It is a great headache when you have naughty students, while recently, when I am dealing with them, I suddenly feel a strong contrast between my students and I and I and God. This contrast makes me realize how GREAT God is!
” How many times you have not done your homework? do you still expect that I will forgive you???” Miss zhu said to her students.
” No matter how many times you have offend ME, as long as you come back to Me, I will forgive you.” ( God tells me when I go to confession)
Patience and forgiveness are two really big challenges for a new teacher like me dealing with a group of students from a different culture background, who just enter into the adolescent period of time. I scolded them, punished them and used many ways trying to correct them.. until one day I went to confession… I realized that I was wrong.

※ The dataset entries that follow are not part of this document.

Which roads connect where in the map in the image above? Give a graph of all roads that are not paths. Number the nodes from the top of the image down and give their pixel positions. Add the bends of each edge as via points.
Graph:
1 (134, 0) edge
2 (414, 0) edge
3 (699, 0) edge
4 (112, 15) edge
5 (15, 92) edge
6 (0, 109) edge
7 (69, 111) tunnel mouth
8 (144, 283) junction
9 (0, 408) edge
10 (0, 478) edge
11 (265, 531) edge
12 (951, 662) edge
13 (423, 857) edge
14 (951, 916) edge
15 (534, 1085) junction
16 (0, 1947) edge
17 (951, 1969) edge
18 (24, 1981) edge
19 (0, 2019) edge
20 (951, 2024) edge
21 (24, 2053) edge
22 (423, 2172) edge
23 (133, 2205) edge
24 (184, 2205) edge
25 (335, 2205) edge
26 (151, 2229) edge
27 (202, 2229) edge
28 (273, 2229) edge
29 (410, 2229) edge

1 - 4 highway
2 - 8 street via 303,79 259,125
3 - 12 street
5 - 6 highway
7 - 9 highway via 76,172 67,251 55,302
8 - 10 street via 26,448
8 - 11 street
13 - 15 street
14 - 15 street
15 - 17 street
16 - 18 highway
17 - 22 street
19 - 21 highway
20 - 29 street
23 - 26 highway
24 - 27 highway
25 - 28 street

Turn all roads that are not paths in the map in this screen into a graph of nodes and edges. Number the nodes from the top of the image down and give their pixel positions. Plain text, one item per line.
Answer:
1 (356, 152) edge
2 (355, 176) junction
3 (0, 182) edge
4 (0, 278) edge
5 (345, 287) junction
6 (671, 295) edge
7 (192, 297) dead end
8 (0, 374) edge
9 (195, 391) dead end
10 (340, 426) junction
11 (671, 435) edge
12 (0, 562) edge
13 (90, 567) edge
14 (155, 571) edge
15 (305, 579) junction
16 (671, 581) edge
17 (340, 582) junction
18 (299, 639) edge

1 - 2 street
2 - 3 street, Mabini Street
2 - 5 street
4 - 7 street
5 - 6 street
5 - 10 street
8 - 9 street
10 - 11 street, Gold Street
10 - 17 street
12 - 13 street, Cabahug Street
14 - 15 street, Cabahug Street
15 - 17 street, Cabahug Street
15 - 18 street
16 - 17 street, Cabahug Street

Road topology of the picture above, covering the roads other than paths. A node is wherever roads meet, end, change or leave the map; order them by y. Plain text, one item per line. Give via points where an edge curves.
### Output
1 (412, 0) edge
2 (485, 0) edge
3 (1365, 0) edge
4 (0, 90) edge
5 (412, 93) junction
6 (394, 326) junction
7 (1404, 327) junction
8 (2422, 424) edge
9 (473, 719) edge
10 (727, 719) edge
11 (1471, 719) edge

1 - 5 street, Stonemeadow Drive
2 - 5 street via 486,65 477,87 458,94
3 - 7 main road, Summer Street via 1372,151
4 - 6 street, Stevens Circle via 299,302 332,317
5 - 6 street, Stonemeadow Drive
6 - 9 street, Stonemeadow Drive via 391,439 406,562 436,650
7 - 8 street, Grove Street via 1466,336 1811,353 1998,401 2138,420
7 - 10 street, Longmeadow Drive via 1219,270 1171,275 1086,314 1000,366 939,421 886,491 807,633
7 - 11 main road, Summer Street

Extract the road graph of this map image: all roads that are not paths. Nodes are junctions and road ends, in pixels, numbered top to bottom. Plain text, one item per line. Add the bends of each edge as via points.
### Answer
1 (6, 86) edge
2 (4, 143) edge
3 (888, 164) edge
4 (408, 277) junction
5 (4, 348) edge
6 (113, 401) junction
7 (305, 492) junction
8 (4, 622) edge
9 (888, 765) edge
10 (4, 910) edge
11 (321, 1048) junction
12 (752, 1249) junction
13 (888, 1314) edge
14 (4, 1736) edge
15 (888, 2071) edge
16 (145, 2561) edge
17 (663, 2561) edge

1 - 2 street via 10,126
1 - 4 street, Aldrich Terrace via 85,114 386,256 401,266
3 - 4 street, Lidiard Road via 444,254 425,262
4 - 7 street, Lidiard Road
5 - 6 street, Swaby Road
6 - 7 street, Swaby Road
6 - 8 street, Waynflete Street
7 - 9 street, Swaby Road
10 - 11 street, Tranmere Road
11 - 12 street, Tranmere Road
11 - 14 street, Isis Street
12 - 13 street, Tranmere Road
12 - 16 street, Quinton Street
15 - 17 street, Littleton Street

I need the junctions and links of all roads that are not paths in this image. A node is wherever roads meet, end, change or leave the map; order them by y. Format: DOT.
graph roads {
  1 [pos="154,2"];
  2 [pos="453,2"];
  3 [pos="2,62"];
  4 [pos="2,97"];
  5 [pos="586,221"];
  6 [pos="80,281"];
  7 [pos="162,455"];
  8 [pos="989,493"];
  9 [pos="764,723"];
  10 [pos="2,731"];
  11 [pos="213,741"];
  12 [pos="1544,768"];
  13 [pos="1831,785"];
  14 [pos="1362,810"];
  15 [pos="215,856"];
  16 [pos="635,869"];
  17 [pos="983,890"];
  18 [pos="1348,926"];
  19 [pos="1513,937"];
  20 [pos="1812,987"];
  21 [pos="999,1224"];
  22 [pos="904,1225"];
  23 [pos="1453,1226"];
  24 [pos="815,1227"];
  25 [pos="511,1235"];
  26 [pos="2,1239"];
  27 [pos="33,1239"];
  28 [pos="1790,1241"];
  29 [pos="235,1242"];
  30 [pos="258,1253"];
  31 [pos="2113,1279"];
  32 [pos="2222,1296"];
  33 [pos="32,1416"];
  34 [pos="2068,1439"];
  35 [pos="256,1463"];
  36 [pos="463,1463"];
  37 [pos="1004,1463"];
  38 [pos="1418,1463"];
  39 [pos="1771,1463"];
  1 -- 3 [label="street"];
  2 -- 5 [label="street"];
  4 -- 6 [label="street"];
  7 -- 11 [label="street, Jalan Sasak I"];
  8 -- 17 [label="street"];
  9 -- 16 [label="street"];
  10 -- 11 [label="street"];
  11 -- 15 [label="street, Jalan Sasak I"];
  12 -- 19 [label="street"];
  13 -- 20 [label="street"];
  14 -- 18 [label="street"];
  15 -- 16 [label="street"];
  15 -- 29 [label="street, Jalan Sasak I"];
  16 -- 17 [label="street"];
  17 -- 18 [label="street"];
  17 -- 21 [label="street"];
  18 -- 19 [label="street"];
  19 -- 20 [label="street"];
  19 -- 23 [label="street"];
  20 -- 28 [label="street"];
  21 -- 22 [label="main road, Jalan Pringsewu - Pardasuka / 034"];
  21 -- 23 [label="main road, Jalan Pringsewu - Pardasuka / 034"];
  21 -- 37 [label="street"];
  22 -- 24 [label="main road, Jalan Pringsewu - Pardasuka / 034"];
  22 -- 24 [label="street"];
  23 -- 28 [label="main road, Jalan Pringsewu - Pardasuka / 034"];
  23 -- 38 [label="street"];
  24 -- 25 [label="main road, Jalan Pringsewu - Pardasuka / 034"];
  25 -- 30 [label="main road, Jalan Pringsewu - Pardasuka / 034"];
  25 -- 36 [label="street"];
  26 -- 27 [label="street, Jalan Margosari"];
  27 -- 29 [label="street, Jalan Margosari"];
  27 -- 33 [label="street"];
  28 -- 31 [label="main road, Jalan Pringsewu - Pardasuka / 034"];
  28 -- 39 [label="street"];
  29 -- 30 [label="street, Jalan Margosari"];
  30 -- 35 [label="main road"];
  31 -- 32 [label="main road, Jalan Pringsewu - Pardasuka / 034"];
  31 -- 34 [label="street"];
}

God loves me and wish me the best. No matter how many times I offend him, he forgives me… No matter how many times, I went back to my old bad habits, He is patient with me… No matter how many times, I made mistake, he did not forsake me.. He tolerate my weakness and imperfectness…
I am a rational adult with a Master degree and I still make mistakes and offend God all the time. How about my little fifth grade?? how could I be angry with them and just remember every mistakes they made? Compared with the times God forgives me, The times I forgive my students is really nothing… I even have not followed what Jesus said.. to forgive seventy times…
God is patient with my mistakes..He reminds me through every day teaching. He understands human weakness and never forsake us because of our weakness.
I have an internet bar boys.. He skipped class almost once a week.. I was really angry with him and tried to find many ways to make him care about the classroom., but all my ways come out of anger do not work and to be honest, I still do not find an effective way to help him.
However, He reminds me of myself. I made promise that I will use as less social media as possible… but I did not keep the promise.. I said that I will not use FB or Wechat.. but I did not keep my promise… I pray hard that I will get out of the circle of internet addiction ( though I am not addictive more than many other people, but it still severely influence my time with God.) but I still have not reached the goal… How can I blame my students?
He needs help just like all of us need help to get out of the occasion of committing sin. I feel sorry for him, since his parents do not have time for him and his teachers do not have time for him. He is totally on his own… He is only 12 year old..
I know that I cannot really become his parents to go after him all the time, and I cannot ask all the other teachers to stop corporal punishing him.. What I can do is have patience with him and open a door for him. I tell him, hey, if you need help, no matter what, I am here for you , you can change your mind and come back to school whenever you want.. It is OK to make mistakes and it is not a shame to make mistakes, and all the other people are making the same mistakes you make now.. It is hard to come over addiction, I know, and we can work hard together. ( internet addiction is a disease….we all have, though different degrees. )
I think God is right to send me to this job and this place.. This job does remind me a lot of his great love for me. I should carry out his will on me to spread his love around world..
God, I trust in you. Lord, I love you!